Ampure beads

cDNA synthesis was performed using the plate-based SmartSeq2 protocol^{41 (link)}, with 20 cycles of amplification during the PCR step. Amplified cDNA was purified twice with 0.7x AMPure beads (Fisher A63881). cDNA quality and concentration were then assessed by capillary electrophoresis on a Fragment analyzer (AATI) before sequencing library preparation. Illumina sequencing libraries for cDNA from single cells were prepared as previously described^{41 (link)}. Briefly, cDNA libraries were prepared using the Nextera XT Library Sample Preparation kit (Illumina, FC-131–1096). Nextera tagmentation DNA buffer (Illumina) and Tn5 enzyme (Illumina) were added, and the sample was incubated at 55°C for 10 minutes. The reaction was neutralized by adding “Neutralize Tagment Buffer” (Illumina) and centrifuging at room temperature at 3,220 × g for 5 minutes.

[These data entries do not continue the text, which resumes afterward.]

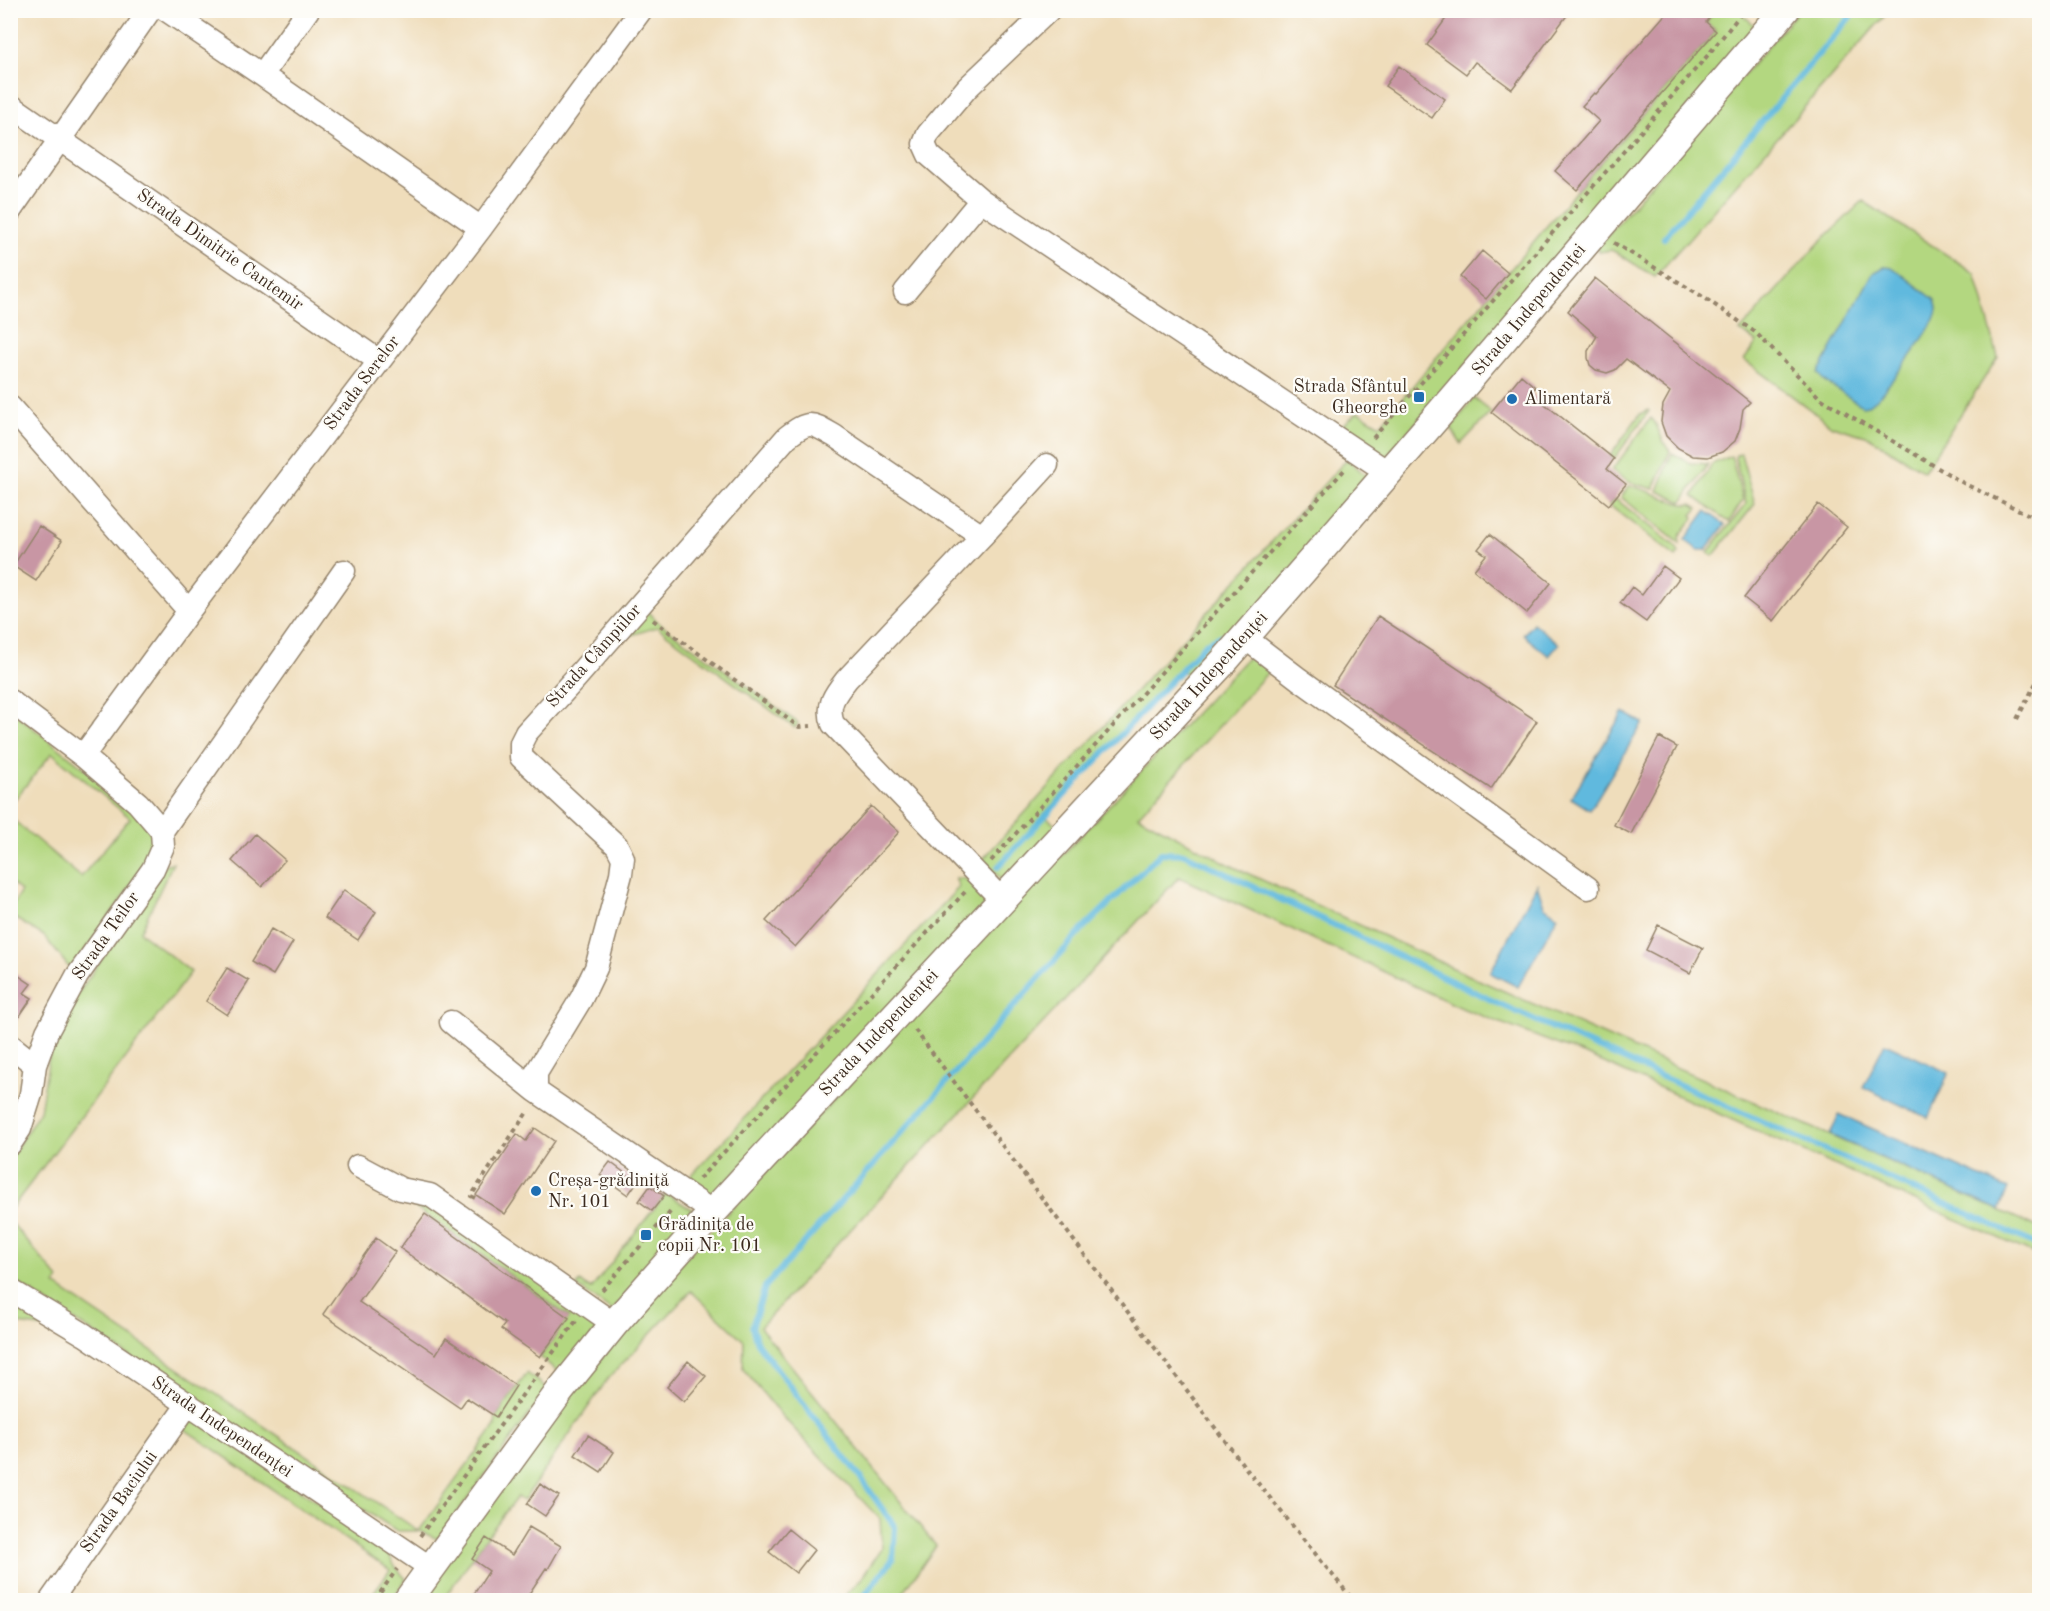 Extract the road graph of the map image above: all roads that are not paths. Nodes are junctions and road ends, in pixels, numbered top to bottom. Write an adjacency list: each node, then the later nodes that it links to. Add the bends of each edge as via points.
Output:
1 (150, 10): 9 (street)
2 (166, 10): 7 (street)
3 (308, 10): 7 (street)
4 (640, 10): 12 (street, Strada Serelor)
5 (1049, 10): 10 (street, via 967,88 924,144 929,155)
6 (1785, 10): 17 (main road, Strada Independenței)
7 (262, 75): 12 (street)
8 (10, 105): 9 (street, Strada Dimitrie Cantemir)
9 (62, 140): 11 (street); 14 (street, Strada Dimitrie Cantemir)
10 (981, 200): 13 (street); 17 (street)
11 (10, 212)
12 (481, 228): 14 (street, Strada Serelor)
13 (905, 292)
14 (379, 361): 20 (street, Strada Serelor)
15 (10, 407): 20 (street)
16 (1047, 465): 18 (street)
17 (1389, 473): 21 (main road, Strada Independenței)
18 (982, 536): 26 (street, via 836,692 830,714 833,724); 30 (street, Strada Câmpiilor, via 836,437 815,425 802,425 786,436 525,733 521,756 617,846 623,858 596,968 536,1073)
19 (344, 571): 24 (street)
20 (189, 612): 23 (street, Strada Serelor)
21 (1244, 637): 25 (street); 26 (main road, Strada Independenței)
22 (10, 701): 23 (street)
23 (83, 756): 24 (street, via 138,802)
24 (162, 831): 29 (street, Strada Teilor, via 163,846 153,869 77,976 47,1032)
25 (1588, 888)
26 (1002, 900): 33 (main road, Strada Independenței)
27 (451, 1022): 30 (street)
28 (10, 1045): 29 (street)
29 (35, 1065): 31 (street, Strada Teilor, via 20,1129)
30 (536, 1091): 33 (street)
31 (10, 1144)
32 (358, 1166): 35 (street, via 401,1190 430,1195)
33 (713, 1212): 35 (main road, Strada Independenței)
34 (10, 1290): 36 (street, Strada Independenței)
35 (614, 1324): 37 (main road, Strada Independenței)
36 (188, 1404): 37 (street, Strada Independenței); 38 (street, Strada Baciului)
37 (420, 1560): 39 (main road, Strada Independenței)
38 (51, 1600)
39 (408, 1600)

Samples were then indexed via PCR by adding i5 indexing primer, i7 indexing primer, and Nextera NPM mix (Illumina). Following cDNA sequencing library preparation, wells of each library plate were pooled using a Mosquito liquid handler (TTP Labtech), then purified twice using 0.7x AMPure beads. Libraries were sequenced on a NextSeq 500 (Illumina) using 75bp paired-end sequencing.